Your task
Count the lines of the data that have the word "sans", then report the number without anything else.

===

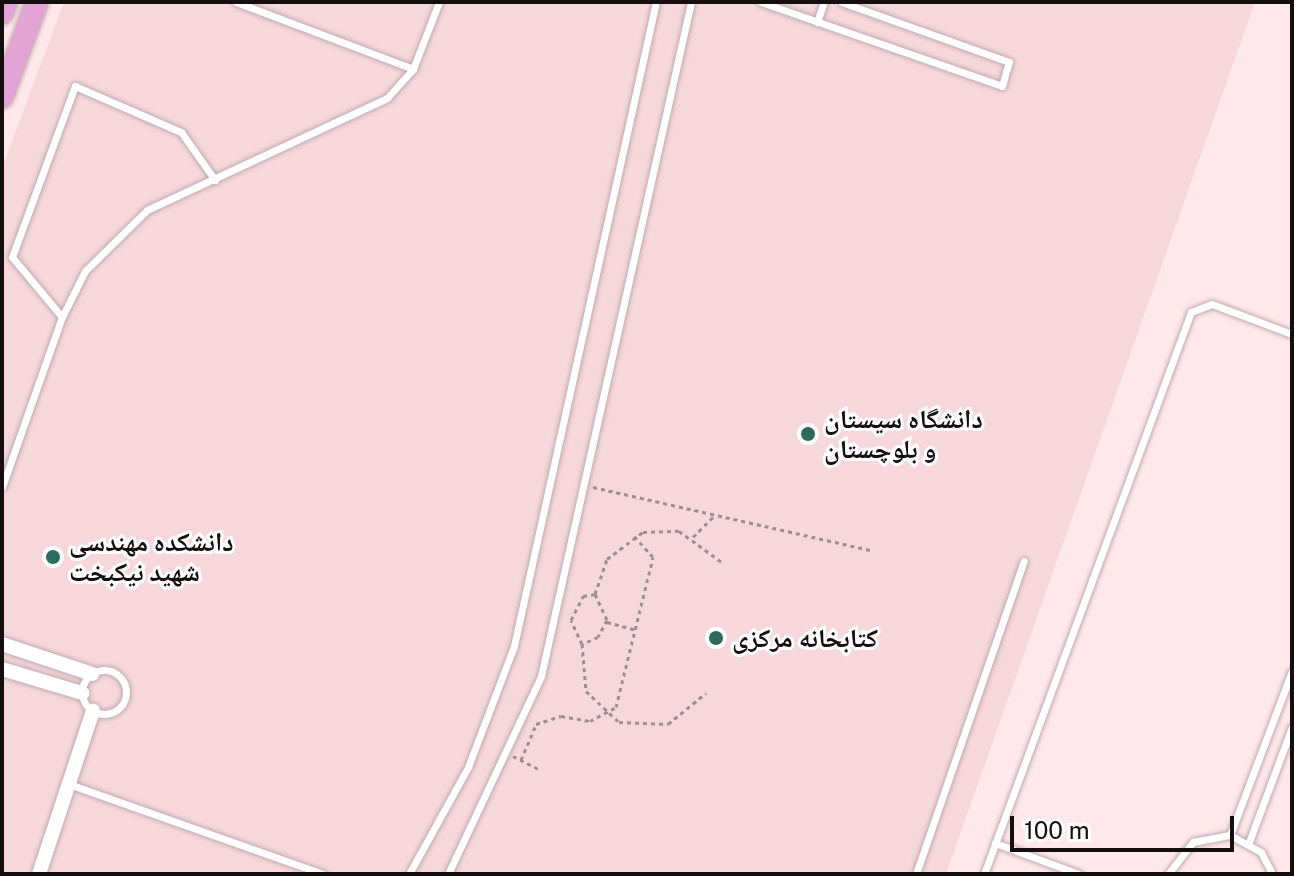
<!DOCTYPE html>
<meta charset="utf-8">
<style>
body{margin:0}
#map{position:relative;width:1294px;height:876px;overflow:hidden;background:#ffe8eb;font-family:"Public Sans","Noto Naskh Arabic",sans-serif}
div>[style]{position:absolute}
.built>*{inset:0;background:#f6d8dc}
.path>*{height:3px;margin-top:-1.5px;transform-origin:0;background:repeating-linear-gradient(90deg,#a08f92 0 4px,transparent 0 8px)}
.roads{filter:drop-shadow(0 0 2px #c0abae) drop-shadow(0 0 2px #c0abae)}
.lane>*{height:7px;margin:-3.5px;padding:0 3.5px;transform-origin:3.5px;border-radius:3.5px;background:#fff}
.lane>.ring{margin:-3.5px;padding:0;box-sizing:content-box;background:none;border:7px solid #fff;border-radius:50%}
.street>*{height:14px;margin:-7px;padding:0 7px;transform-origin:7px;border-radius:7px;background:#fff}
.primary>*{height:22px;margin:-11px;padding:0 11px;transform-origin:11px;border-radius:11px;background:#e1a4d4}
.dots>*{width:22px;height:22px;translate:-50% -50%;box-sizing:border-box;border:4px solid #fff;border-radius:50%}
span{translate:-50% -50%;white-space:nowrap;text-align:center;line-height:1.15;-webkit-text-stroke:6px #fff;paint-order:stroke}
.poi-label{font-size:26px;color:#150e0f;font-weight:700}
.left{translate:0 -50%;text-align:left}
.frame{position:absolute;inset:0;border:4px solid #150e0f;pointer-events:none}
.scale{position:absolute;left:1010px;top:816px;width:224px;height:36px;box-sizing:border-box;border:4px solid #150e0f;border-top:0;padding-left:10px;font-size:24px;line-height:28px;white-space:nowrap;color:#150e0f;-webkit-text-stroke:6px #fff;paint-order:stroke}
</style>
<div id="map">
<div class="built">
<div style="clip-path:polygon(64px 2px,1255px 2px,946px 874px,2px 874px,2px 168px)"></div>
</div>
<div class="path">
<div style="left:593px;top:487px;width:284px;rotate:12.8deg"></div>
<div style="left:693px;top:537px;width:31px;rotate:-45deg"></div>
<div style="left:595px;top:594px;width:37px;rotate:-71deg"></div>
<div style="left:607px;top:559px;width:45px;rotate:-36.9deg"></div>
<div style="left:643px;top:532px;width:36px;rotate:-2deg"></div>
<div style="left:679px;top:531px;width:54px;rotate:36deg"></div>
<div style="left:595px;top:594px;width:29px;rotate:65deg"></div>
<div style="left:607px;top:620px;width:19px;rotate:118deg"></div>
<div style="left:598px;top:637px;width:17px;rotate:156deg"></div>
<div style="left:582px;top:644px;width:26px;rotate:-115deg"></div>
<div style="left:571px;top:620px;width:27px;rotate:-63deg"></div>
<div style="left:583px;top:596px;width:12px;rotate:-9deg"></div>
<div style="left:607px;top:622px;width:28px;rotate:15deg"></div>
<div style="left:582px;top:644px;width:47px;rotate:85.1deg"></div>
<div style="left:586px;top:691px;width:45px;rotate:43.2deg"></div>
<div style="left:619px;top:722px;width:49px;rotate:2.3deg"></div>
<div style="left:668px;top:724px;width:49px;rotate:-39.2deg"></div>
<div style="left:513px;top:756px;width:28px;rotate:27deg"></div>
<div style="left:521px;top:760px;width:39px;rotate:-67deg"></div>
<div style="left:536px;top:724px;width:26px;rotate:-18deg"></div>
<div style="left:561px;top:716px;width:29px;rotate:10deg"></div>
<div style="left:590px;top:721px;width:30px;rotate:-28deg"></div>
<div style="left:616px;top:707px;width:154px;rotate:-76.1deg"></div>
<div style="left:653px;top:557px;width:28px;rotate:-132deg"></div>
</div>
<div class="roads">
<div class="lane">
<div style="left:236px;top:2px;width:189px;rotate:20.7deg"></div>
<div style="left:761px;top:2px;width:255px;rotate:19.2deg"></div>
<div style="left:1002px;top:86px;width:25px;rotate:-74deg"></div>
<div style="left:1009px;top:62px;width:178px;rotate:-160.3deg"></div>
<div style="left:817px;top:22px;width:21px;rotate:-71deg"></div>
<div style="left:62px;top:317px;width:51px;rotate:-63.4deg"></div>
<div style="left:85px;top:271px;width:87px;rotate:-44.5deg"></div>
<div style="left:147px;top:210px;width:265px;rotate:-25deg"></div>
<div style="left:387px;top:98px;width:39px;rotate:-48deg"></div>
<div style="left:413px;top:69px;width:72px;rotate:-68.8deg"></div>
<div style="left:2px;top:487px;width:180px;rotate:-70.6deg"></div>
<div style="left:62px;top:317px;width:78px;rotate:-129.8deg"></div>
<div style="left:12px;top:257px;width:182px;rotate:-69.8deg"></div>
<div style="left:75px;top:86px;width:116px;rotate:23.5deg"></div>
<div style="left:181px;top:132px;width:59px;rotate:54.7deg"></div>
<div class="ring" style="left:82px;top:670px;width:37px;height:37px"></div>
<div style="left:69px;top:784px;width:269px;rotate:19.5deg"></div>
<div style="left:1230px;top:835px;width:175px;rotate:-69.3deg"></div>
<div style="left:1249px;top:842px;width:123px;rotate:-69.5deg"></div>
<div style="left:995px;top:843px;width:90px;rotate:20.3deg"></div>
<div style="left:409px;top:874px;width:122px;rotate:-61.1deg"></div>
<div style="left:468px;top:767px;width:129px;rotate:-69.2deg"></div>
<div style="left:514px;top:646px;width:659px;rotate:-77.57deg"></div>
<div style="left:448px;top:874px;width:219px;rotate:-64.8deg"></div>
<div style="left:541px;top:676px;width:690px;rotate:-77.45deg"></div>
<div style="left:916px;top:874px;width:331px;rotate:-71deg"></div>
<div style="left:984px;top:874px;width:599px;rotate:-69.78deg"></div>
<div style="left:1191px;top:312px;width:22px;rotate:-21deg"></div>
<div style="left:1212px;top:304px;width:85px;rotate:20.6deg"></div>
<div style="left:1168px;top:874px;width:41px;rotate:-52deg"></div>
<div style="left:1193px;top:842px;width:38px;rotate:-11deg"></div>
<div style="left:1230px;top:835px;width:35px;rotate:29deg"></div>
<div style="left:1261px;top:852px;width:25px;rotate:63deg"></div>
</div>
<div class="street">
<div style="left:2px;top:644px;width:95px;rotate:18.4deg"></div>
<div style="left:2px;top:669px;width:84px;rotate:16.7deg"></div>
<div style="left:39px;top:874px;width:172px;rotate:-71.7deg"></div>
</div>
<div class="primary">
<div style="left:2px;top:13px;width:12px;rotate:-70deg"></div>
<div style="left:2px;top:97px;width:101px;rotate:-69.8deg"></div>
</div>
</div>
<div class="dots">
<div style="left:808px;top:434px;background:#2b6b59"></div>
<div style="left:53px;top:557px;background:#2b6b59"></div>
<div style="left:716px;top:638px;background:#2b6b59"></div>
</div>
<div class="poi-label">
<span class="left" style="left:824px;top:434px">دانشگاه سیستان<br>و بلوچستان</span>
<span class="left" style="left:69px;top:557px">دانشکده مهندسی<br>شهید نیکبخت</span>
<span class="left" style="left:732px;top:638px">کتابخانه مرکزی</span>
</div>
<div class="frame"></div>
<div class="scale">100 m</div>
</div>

===

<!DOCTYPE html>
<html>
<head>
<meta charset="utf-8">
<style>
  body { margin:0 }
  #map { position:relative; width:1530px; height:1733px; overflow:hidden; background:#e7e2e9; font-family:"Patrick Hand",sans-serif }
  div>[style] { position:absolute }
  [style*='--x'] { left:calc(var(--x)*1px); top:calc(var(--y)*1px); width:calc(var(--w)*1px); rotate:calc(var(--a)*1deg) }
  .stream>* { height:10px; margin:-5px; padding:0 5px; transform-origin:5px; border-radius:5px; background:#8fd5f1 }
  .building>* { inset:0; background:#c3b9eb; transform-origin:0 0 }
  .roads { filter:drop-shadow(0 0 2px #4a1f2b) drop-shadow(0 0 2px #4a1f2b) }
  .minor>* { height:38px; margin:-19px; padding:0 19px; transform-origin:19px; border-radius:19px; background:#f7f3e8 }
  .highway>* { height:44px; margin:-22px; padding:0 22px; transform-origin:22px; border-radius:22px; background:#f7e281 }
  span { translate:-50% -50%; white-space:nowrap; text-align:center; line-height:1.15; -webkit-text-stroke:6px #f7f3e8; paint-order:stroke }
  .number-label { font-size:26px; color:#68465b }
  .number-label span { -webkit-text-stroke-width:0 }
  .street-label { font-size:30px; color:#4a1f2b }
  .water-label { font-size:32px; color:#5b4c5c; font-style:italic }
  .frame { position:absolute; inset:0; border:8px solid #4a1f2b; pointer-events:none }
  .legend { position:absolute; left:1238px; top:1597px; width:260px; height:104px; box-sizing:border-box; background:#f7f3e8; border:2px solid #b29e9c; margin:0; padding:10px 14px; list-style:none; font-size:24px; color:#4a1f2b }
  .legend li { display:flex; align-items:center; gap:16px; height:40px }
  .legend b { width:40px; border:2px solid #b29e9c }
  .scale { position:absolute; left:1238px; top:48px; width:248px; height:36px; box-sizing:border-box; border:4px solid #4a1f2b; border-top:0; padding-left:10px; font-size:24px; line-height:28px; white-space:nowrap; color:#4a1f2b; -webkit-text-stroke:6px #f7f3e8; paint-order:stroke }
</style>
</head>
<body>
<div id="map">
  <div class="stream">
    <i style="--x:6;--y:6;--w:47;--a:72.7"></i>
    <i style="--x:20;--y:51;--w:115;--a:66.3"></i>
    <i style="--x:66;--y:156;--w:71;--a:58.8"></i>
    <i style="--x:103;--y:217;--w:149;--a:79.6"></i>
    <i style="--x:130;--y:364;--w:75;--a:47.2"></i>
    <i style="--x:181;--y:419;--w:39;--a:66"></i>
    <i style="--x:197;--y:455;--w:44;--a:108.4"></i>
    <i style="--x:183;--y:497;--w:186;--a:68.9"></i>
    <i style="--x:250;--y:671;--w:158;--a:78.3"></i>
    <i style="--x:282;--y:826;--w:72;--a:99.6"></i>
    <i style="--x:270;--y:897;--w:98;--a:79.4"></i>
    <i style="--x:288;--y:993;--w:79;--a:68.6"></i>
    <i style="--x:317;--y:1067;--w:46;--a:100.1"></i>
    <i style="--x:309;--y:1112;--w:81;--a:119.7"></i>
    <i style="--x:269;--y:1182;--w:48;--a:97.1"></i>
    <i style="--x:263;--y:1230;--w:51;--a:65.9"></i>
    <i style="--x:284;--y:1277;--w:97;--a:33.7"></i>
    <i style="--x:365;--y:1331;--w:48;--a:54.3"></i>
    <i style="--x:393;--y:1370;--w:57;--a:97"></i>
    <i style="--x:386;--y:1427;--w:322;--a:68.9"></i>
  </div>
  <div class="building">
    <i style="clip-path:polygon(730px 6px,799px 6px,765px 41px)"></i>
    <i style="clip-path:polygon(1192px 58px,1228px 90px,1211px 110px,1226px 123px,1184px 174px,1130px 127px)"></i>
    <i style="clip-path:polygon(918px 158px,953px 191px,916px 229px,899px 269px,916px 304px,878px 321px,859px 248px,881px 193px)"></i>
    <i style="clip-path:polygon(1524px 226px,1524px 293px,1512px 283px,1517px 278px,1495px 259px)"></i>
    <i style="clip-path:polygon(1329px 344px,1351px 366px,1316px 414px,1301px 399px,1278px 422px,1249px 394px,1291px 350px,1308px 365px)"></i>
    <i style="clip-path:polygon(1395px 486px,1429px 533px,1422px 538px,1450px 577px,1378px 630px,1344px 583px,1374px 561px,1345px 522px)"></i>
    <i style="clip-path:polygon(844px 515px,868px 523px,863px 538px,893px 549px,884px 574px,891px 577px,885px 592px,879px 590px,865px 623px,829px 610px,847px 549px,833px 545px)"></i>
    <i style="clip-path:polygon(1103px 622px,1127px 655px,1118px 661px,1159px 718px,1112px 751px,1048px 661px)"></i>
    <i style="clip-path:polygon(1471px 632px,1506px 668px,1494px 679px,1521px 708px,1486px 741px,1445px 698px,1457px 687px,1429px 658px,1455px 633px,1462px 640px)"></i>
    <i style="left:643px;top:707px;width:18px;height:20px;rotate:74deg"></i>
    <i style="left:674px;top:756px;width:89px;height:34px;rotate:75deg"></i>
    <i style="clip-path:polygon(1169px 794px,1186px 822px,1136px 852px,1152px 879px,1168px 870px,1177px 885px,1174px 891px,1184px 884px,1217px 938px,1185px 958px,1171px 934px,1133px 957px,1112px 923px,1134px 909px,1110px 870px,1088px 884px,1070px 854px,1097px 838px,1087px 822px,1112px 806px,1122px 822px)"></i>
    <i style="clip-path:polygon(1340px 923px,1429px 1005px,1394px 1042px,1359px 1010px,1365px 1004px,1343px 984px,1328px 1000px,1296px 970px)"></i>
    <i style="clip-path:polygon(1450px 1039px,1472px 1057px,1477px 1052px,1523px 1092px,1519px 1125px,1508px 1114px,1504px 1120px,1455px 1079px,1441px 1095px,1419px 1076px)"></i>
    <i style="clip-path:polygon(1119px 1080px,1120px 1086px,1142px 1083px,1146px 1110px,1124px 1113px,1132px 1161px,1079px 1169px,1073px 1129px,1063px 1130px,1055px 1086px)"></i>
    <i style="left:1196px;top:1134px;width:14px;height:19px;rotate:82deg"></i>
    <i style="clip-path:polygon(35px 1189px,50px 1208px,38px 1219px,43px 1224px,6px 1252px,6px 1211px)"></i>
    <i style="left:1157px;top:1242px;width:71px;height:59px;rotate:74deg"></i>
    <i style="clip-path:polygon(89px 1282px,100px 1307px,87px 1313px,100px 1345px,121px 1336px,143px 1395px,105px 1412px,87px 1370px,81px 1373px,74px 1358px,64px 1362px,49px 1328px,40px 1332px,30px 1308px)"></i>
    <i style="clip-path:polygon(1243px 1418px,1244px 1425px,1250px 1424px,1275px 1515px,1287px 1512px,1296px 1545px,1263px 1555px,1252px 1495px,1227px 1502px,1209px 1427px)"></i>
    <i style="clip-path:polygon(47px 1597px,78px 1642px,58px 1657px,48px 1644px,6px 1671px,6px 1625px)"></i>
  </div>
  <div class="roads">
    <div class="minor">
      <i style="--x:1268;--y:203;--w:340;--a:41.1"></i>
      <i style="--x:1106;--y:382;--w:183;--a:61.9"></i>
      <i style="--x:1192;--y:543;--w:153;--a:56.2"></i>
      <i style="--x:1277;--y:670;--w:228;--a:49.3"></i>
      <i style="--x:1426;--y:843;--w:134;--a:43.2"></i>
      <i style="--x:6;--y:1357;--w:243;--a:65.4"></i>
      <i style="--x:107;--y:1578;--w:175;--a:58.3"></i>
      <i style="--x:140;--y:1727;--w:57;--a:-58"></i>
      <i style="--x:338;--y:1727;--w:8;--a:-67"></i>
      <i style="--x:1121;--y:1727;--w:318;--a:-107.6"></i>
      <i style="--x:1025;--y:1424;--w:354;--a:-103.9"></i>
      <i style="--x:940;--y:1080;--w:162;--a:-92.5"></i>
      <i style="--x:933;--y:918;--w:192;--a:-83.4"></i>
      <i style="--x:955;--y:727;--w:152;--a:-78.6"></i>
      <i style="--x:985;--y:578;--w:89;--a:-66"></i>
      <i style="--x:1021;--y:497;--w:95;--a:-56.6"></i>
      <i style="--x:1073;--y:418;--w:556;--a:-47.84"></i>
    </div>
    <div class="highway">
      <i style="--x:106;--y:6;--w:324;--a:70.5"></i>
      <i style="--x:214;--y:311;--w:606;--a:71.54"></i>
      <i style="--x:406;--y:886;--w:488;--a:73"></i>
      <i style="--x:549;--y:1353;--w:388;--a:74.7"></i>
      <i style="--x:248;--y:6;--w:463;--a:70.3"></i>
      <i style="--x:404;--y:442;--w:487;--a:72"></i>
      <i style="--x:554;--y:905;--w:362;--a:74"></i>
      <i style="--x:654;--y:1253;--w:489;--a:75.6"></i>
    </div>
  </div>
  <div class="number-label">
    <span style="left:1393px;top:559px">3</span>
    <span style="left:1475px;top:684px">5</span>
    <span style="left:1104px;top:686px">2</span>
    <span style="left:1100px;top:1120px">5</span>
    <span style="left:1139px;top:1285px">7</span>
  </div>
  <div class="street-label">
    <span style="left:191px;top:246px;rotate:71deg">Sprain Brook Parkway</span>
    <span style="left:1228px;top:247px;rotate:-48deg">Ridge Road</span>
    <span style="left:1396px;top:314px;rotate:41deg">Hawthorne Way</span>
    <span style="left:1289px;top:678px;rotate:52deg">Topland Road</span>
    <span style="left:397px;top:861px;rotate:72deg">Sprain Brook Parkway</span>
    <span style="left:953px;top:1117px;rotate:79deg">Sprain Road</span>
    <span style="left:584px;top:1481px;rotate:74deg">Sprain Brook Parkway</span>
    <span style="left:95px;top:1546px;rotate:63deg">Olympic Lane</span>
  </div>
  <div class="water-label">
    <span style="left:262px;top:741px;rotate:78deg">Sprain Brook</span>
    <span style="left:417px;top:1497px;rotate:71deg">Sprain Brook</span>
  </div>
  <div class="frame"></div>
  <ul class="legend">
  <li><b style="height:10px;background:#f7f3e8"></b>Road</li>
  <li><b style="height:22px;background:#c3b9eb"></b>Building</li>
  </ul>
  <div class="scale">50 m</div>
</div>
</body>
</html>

===

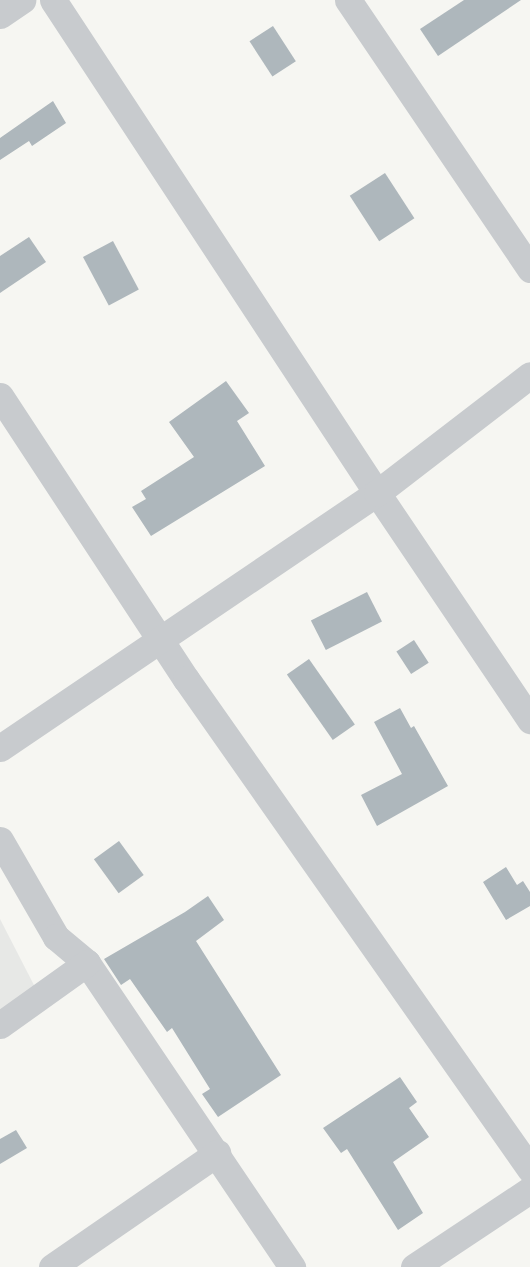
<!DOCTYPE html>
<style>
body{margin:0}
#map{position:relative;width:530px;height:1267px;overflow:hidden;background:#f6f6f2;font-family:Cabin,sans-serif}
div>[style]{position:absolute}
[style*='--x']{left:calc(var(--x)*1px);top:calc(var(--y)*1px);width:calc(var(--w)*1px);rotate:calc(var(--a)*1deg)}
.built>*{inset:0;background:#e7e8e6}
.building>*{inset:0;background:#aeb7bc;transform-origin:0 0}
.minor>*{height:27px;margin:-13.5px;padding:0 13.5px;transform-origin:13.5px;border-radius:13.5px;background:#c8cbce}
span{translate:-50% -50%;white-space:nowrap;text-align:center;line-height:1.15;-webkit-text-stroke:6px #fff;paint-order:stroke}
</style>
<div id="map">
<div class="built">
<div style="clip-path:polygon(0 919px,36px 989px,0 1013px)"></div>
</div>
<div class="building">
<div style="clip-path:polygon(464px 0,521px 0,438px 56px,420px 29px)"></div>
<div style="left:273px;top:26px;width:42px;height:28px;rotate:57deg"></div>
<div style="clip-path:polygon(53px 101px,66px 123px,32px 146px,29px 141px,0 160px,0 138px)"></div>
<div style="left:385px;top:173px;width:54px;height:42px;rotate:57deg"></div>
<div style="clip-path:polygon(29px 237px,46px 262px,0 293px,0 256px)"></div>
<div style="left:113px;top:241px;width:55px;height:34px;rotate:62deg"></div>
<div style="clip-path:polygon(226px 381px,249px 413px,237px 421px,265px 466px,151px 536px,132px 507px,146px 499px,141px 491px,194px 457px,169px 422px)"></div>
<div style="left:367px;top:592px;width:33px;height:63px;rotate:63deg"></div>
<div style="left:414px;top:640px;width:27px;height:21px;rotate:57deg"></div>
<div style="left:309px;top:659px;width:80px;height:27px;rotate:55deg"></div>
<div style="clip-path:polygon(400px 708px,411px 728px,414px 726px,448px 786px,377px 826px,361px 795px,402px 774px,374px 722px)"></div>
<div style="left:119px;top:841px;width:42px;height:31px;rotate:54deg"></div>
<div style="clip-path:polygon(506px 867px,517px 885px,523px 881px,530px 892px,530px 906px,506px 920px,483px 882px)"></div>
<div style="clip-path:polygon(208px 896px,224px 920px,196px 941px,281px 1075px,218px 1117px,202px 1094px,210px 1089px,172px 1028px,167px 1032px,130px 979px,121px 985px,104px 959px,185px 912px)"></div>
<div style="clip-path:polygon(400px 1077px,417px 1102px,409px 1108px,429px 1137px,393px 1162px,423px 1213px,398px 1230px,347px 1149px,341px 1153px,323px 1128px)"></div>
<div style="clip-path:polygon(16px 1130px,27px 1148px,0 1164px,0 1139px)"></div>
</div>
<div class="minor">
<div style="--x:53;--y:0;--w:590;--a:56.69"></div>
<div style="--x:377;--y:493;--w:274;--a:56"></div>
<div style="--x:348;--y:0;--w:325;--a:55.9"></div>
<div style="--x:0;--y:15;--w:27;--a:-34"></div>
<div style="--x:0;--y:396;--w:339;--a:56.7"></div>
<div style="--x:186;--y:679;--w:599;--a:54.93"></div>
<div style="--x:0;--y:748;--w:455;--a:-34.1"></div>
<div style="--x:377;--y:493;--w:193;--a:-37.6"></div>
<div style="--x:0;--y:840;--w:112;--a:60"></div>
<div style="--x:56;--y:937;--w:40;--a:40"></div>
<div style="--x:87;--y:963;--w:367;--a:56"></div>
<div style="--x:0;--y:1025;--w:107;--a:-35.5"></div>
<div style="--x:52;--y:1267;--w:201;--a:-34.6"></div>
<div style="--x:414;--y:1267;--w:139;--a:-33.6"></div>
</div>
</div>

===

Worked solution
3